HOW TO BREW WITH A AEROPRESS

  • AEROPRESS FILTER

    White Only

  • DOSAGE

    20 grams of coffee

  • TEMPERATURE

    205°F

  • GRINDER, SPOON & STIRRER

Method

  1. Measure and Grind: Measure and grind 20g of coffee about as fine as table salt.
  2. Prepare the AeroPress: Put the filter in the basket. Rinse the brewer and filter with hot water to preheat the brewer and rinse out the paper flavor from the filter. Preheat the mug with hot water.
  3. Add coffee: Attach the basket with filter in it to the bottom of the brewer and place it on top of the mug. Add coffee.
  4. Add water: Pour enough water to saturate the grounds. Swirl to make sure they’re all wet. Wait 20-30 seconds for the grounds to bloom. Pour water to about ½ inch shy of the top.

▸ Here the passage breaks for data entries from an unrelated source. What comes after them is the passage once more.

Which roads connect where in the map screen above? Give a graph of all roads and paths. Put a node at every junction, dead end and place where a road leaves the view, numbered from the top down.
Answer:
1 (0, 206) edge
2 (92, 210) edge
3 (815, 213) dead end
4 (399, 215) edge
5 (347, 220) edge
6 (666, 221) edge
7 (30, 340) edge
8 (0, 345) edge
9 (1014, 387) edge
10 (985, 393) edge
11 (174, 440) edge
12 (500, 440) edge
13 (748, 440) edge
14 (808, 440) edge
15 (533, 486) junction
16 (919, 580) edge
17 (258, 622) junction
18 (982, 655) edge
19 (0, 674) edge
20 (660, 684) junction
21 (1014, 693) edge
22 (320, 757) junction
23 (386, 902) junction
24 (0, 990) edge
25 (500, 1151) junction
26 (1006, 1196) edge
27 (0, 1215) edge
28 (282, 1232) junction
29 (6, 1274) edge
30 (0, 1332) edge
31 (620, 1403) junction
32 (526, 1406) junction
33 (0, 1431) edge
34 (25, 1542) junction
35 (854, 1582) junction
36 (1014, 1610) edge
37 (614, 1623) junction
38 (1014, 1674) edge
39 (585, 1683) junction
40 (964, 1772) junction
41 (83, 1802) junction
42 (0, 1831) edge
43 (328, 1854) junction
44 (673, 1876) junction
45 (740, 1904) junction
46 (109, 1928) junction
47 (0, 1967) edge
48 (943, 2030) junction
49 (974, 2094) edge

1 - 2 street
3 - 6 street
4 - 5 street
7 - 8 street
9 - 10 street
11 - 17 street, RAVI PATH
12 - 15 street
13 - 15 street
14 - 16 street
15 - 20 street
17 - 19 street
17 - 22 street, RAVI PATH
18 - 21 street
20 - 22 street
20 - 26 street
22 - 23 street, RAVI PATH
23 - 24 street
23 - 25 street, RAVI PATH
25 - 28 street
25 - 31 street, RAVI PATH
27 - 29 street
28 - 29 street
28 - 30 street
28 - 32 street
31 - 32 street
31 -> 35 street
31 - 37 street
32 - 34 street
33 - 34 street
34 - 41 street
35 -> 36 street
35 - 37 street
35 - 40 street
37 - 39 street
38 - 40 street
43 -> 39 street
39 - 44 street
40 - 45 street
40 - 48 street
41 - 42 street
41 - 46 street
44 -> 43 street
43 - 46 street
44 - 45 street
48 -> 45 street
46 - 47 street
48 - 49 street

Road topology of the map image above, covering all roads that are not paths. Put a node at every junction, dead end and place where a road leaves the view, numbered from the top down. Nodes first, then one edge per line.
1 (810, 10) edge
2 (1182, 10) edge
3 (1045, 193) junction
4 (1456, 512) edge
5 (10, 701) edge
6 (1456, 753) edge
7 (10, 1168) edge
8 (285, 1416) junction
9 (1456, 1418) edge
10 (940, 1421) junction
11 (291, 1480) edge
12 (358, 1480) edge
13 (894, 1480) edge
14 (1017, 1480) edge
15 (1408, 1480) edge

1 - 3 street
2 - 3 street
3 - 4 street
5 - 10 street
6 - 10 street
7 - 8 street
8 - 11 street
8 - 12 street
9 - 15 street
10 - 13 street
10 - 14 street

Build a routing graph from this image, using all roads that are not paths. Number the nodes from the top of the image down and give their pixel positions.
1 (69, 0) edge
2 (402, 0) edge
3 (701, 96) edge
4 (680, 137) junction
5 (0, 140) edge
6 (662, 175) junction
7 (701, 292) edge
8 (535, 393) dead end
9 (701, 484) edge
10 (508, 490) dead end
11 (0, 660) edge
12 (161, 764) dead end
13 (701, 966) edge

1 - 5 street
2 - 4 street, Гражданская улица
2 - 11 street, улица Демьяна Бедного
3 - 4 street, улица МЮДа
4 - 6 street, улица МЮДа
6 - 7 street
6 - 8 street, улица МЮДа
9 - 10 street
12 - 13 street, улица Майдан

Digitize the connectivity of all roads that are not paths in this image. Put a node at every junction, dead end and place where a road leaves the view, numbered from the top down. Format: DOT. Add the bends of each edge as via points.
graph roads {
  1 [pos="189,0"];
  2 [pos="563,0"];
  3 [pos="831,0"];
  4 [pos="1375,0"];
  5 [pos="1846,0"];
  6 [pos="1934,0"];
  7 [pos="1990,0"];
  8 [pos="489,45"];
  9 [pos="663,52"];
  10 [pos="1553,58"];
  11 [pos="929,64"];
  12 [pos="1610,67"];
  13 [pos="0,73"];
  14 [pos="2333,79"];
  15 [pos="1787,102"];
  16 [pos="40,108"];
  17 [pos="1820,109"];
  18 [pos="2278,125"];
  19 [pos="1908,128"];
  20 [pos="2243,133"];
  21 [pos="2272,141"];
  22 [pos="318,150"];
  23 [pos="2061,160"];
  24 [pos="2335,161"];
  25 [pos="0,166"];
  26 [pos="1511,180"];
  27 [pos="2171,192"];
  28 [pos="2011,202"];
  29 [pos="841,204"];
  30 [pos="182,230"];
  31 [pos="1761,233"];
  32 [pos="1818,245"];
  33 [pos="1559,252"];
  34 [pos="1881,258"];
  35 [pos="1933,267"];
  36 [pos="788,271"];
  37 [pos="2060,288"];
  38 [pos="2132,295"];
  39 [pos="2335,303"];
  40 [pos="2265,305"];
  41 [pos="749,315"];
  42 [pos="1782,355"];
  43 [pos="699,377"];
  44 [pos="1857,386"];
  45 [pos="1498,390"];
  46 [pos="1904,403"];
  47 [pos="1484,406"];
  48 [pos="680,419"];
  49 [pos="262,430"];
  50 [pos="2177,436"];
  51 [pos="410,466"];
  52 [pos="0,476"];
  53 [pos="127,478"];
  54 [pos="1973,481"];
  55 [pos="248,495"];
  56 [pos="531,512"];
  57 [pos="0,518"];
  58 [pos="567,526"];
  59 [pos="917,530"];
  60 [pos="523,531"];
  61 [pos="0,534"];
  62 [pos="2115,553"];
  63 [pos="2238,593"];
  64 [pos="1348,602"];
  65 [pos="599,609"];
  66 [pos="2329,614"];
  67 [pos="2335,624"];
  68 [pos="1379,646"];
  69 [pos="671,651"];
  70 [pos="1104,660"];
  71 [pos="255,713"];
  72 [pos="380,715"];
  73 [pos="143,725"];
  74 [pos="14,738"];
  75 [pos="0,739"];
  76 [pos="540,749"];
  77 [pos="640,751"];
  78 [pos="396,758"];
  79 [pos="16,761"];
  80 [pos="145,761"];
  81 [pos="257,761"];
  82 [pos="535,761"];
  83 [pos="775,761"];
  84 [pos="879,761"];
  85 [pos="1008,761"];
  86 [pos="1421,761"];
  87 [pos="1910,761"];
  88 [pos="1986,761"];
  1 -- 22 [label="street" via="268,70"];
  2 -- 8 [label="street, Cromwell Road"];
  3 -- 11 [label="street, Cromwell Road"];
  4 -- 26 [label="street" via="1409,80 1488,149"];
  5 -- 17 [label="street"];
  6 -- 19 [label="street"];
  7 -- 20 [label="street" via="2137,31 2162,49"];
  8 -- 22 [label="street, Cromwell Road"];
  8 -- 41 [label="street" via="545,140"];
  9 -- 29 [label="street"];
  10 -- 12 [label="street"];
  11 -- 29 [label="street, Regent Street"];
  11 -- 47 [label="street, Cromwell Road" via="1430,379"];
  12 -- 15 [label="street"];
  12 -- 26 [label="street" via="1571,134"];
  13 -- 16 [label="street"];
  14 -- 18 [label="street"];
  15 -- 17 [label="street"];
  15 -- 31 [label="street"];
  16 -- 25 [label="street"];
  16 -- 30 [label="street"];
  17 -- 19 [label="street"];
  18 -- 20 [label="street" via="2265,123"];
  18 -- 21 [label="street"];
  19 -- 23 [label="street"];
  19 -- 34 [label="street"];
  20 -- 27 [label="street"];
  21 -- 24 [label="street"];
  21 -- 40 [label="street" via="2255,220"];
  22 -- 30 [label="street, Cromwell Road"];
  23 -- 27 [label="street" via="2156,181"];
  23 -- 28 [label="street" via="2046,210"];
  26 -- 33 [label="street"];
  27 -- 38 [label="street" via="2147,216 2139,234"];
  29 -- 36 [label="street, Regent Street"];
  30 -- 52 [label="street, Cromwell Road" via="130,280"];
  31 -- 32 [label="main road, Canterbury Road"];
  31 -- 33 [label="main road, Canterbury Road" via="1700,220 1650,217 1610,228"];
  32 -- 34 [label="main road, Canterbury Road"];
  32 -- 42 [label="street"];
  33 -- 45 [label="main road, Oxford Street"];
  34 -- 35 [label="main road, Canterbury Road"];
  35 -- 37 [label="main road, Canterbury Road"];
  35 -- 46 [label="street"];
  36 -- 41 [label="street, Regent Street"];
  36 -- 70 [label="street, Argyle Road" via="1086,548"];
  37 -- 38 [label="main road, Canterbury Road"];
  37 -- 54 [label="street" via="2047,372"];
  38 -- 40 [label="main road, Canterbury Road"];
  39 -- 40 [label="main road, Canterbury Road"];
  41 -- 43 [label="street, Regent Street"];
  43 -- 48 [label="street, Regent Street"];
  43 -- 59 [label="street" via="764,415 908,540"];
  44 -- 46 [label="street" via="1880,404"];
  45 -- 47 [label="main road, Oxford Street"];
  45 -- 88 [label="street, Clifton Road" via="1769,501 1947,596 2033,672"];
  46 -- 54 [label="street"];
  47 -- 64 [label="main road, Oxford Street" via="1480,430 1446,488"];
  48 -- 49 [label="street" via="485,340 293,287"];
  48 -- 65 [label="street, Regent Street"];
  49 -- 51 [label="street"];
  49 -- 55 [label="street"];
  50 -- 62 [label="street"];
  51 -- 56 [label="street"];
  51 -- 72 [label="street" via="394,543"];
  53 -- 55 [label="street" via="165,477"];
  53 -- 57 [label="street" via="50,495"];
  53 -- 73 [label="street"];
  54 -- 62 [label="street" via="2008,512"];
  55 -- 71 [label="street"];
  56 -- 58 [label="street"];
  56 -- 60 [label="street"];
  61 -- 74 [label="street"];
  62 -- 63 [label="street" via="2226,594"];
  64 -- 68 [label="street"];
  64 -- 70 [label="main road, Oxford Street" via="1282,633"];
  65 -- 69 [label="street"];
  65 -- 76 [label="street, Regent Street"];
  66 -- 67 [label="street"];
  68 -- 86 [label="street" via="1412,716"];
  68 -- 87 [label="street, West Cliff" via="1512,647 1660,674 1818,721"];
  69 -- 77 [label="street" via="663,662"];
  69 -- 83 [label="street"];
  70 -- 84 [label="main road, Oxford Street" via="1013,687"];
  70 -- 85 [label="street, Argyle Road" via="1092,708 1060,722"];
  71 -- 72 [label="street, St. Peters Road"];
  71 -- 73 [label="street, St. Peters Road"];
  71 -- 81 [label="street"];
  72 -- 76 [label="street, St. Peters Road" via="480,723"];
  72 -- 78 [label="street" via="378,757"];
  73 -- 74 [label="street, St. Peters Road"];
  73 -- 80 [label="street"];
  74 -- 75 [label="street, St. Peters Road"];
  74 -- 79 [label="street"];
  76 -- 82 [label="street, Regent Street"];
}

Stir a few times without touching the filter.
  5. Press: Gently put the plunger in the top of the brewer and then plunge slowly until all the liquid is out and you hear a slight hiss. Remove the Aeropress from the mug.

Enjoy your coffee!

This method makes about 8 ounces of strong coffee. Add hot water if it’s too strong.

Clean your Aeropress

Take off the basket and pop out the coffee grounds and filter by pressing the plunger through. Rinse all the parts with hot water and leave out and separate to air dry.